[DATASET CONTENT — start]
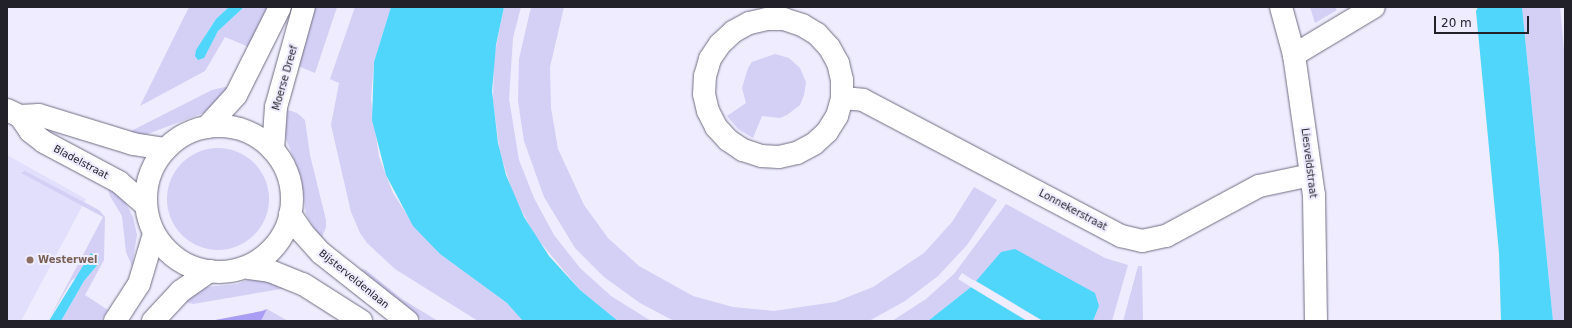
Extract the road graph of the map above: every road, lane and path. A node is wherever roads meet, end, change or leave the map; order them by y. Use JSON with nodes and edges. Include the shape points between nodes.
{"nodes":[{"id":1,"x":280,"y":7,"type":"edge"},
{"id":2,"x":304,"y":7,"type":"edge"},
{"id":3,"x":1281,"y":7,"type":"edge"},
{"id":4,"x":1374,"y":7,"type":"edge"},
{"id":5,"x":1294,"y":56,"type":"junction"},
{"id":6,"x":842,"y":98,"type":"junction"},
{"id":7,"x":13,"y":113,"type":"edge"},
{"id":8,"x":207,"y":127,"type":"junction"},
{"id":9,"x":166,"y":149,"type":"junction"},
{"id":10,"x":273,"y":150,"type":"junction"},
{"id":11,"x":1311,"y":175,"type":"junction"},
{"id":12,"x":145,"y":205,"type":"junction"},
{"id":13,"x":290,"y":214,"type":"junction"},
{"id":14,"x":154,"y":234,"type":"junction"},
{"id":15,"x":249,"y":268,"type":"junction"},
{"id":16,"x":210,"y":271,"type":"junction"},
{"id":17,"x":115,"y":321,"type":"edge"},
{"id":18,"x":153,"y":321,"type":"edge"},
{"id":19,"x":361,"y":321,"type":"edge"},
{"id":20,"x":407,"y":321,"type":"edge"},
{"id":21,"x":1316,"y":321,"type":"edge"}],
"edges":[{"from":1,"to":8,"type":"street","via":[[236,95]]},
{"from":2,"to":10,"type":"street","name":"Moerse Dreef","via":[[276,107]]},
{"from":3,"to":5,"type":"street","name":"Liesveldstraat"},
{"from":4,"to":5,"type":"street"},
{"from":5,"to":11,"type":"street","name":"Liesveldstraat"},
{"from":6,"to":6,"type":"street","via":[[841,74],[829,47],[817,34],[802,25],[784,20],[766,19],[749,23],[733,32],[714,54],[705,76],[704,94],[708,111],[716,127],[728,140],[743,150],[761,156],[779,157],[797,153],[814,144],[827,132],[837,116]]},
{"from":6,"to":11,"type":"street","name":"Lonnekerstraat","via":[[863,100],[1121,236],[1142,240],[1166,236],[1259,186]]},
{"from":7,"to":9,"type":"street","name":"Bladelstraat","via":[[39,115],[117,140]]},
{"from":7,"to":12,"type":"street","name":"Bladelstraat","via":[[44,142],[119,182]]},
{"from":8,"to":9,"type":"street","via":[[195,129],[173,141]]},
{"from":8,"to":10,"type":"street","via":[[220,125],[244,130],[264,141]]},
{"from":9,"to":12,"type":"street","via":[[156,160],[146,183]]},
{"from":10,"to":13,"type":"street","via":[[280,157],[289,178],[292,200]]},
{"from":11,"to":21,"type":"street","name":"Liesveldstraat","via":[[1314,195]]},
{"from":12,"to":14,"type":"street"},
{"from":13,"to":15,"type":"street","via":[[278,242]]},
{"from":13,"to":20,"type":"street","name":"Bijsterveldenlaan","via":[[321,253]]},
{"from":14,"to":16,"type":"street","via":[[161,245],[177,260],[197,270]]},
{"from":14,"to":17,"type":"street","via":[[139,284]]},
{"from":15,"to":16,"type":"street","via":[[235,272]]},
{"from":15,"to":19,"type":"street","via":[[270,271],[303,284]]},
{"from":16,"to":18,"type":"street","via":[[181,291]]}]}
[DATASET CONTENT — finish]
■ **YOUR INSTRUCTIONS**: All of the material must be given again exactly, though no picture may appear in the copy.

■ **SOLUTION TO THE EXERCISE**:
Extract the road graph of the map above: every road, lane and path. A node is wherever roads meet, end, change or leave the map; order them by y. Use JSON with nodes and edges. Include the shape points between nodes.
{"nodes":[{"id":1,"x":280,"y":7,"type":"edge"},
{"id":2,"x":304,"y":7,"type":"edge"},
{"id":3,"x":1281,"y":7,"type":"edge"},
{"id":4,"x":1374,"y":7,"type":"edge"},
{"id":5,"x":1294,"y":56,"type":"junction"},
{"id":6,"x":842,"y":98,"type":"junction"},
{"id":7,"x":13,"y":113,"type":"edge"},
{"id":8,"x":207,"y":127,"type":"junction"},
{"id":9,"x":166,"y":149,"type":"junction"},
{"id":10,"x":273,"y":150,"type":"junction"},
{"id":11,"x":1311,"y":175,"type":"junction"},
{"id":12,"x":145,"y":205,"type":"junction"},
{"id":13,"x":290,"y":214,"type":"junction"},
{"id":14,"x":154,"y":234,"type":"junction"},
{"id":15,"x":249,"y":268,"type":"junction"},
{"id":16,"x":210,"y":271,"type":"junction"},
{"id":17,"x":115,"y":321,"type":"edge"},
{"id":18,"x":153,"y":321,"type":"edge"},
{"id":19,"x":361,"y":321,"type":"edge"},
{"id":20,"x":407,"y":321,"type":"edge"},
{"id":21,"x":1316,"y":321,"type":"edge"}],
"edges":[{"from":1,"to":8,"type":"street","via":[[236,95]]},
{"from":2,"to":10,"type":"street","name":"Moerse Dreef","via":[[276,107]]},
{"from":3,"to":5,"type":"street","name":"Liesveldstraat"},
{"from":4,"to":5,"type":"street"},
{"from":5,"to":11,"type":"street","name":"Liesveldstraat"},
{"from":6,"to":6,"type":"street","via":[[841,74],[829,47],[817,34],[802,25],[784,20],[766,19],[749,23],[733,32],[714,54],[705,76],[704,94],[708,111],[716,127],[728,140],[743,150],[761,156],[779,157],[797,153],[814,144],[827,132],[837,116]]},
{"from":6,"to":11,"type":"street","name":"Lonnekerstraat","via":[[863,100],[1121,236],[1142,240],[1166,236],[1259,186]]},
{"from":7,"to":9,"type":"street","name":"Bladelstraat","via":[[39,115],[117,140]]},
{"from":7,"to":12,"type":"street","name":"Bladelstraat","via":[[44,142],[119,182]]},
{"from":8,"to":9,"type":"street","via":[[195,129],[173,141]]},
{"from":8,"to":10,"type":"street","via":[[220,125],[244,130],[264,141]]},
{"from":9,"to":12,"type":"street","via":[[156,160],[146,183]]},
{"from":10,"to":13,"type":"street","via":[[280,157],[289,178],[292,200]]},
{"from":11,"to":21,"type":"street","name":"Liesveldstraat","via":[[1314,195]]},
{"from":12,"to":14,"type":"street"},
{"from":13,"to":15,"type":"street","via":[[278,242]]},
{"from":13,"to":20,"type":"street","name":"Bijsterveldenlaan","via":[[321,253]]},
{"from":14,"to":16,"type":"street","via":[[161,245],[177,260],[197,270]]},
{"from":14,"to":17,"type":"street","via":[[139,284]]},
{"from":15,"to":16,"type":"street","via":[[235,272]]},
{"from":15,"to":19,"type":"street","via":[[270,271],[303,284]]},
{"from":16,"to":18,"type":"street","via":[[181,291]]}]}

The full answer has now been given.